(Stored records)

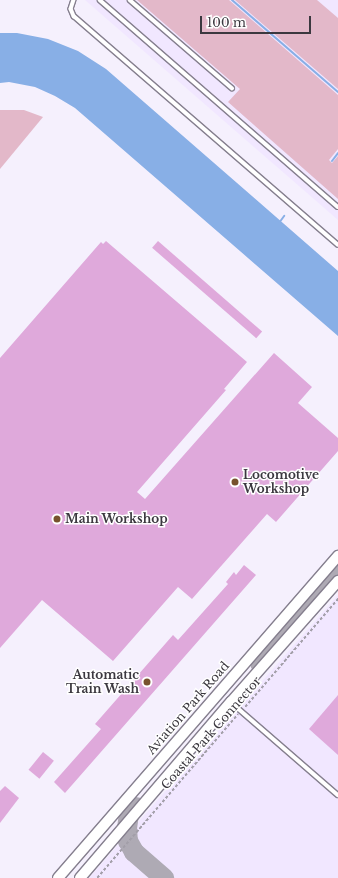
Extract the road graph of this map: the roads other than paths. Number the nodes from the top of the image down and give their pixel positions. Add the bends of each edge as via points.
1 (74, 0) edge
2 (100, 0) edge
3 (130, 0) edge
4 (232, 88) dead end
5 (338, 207) edge
6 (338, 245) edge
7 (338, 556) edge
8 (338, 581) edge
9 (231, 702) junction
10 (338, 795) edge
11 (58, 878) edge
12 (80, 878) edge

1 - 6 lane via 71,9 74,16
2 - 5 lane
3 - 4 lane
7 - 11 main road, Aviation Park Road
8 - 9 main road
9 - 10 lane
9 - 12 main road

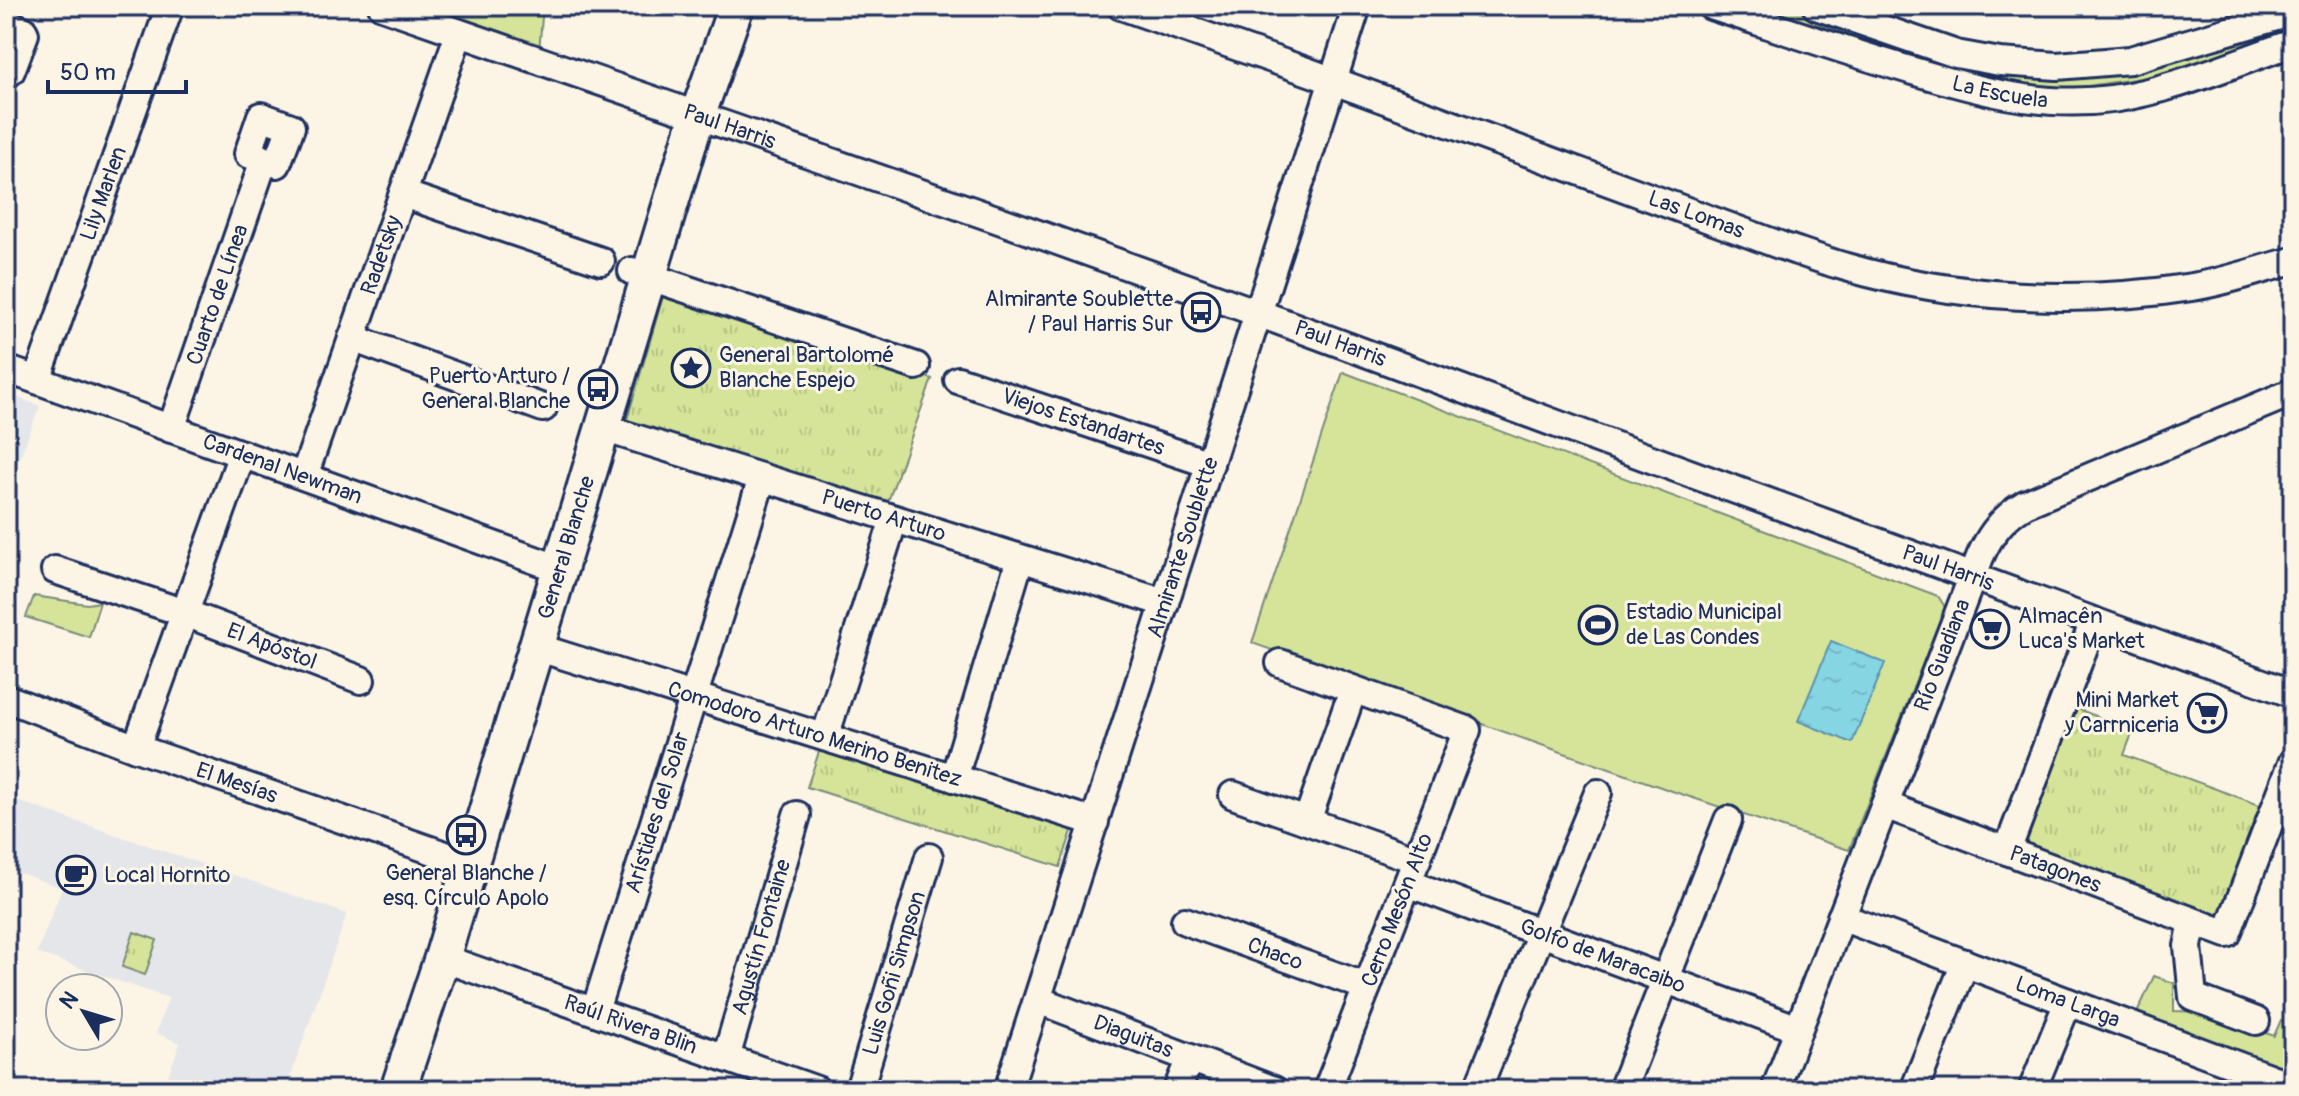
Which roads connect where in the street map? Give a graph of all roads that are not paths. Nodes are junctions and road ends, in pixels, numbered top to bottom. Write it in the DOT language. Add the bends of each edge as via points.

What the task asks:
Leaving the pictures out, write out every entry exactly.

Task response:
Extract the road graph of this map: the roads other than paths. Number the nodes from the top of the image down and give their pixel positions. Add the bends of each edge as via points.
1 (74, 0) edge
2 (100, 0) edge
3 (130, 0) edge
4 (232, 88) dead end
5 (338, 207) edge
6 (338, 245) edge
7 (338, 556) edge
8 (338, 581) edge
9 (231, 702) junction
10 (338, 795) edge
11 (58, 878) edge
12 (80, 878) edge

1 - 6 lane via 71,9 74,16
2 - 5 lane
3 - 4 lane
7 - 11 main road, Aviation Park Road
8 - 9 main road
9 - 10 lane
9 - 12 main road

Which roads connect where in the street map? Give a graph of all roads that are not paths. Nodes are junctions and road ends, in pixels, numbered top to bottom. Write it in the DOT language. Add the bends of each edge as via points.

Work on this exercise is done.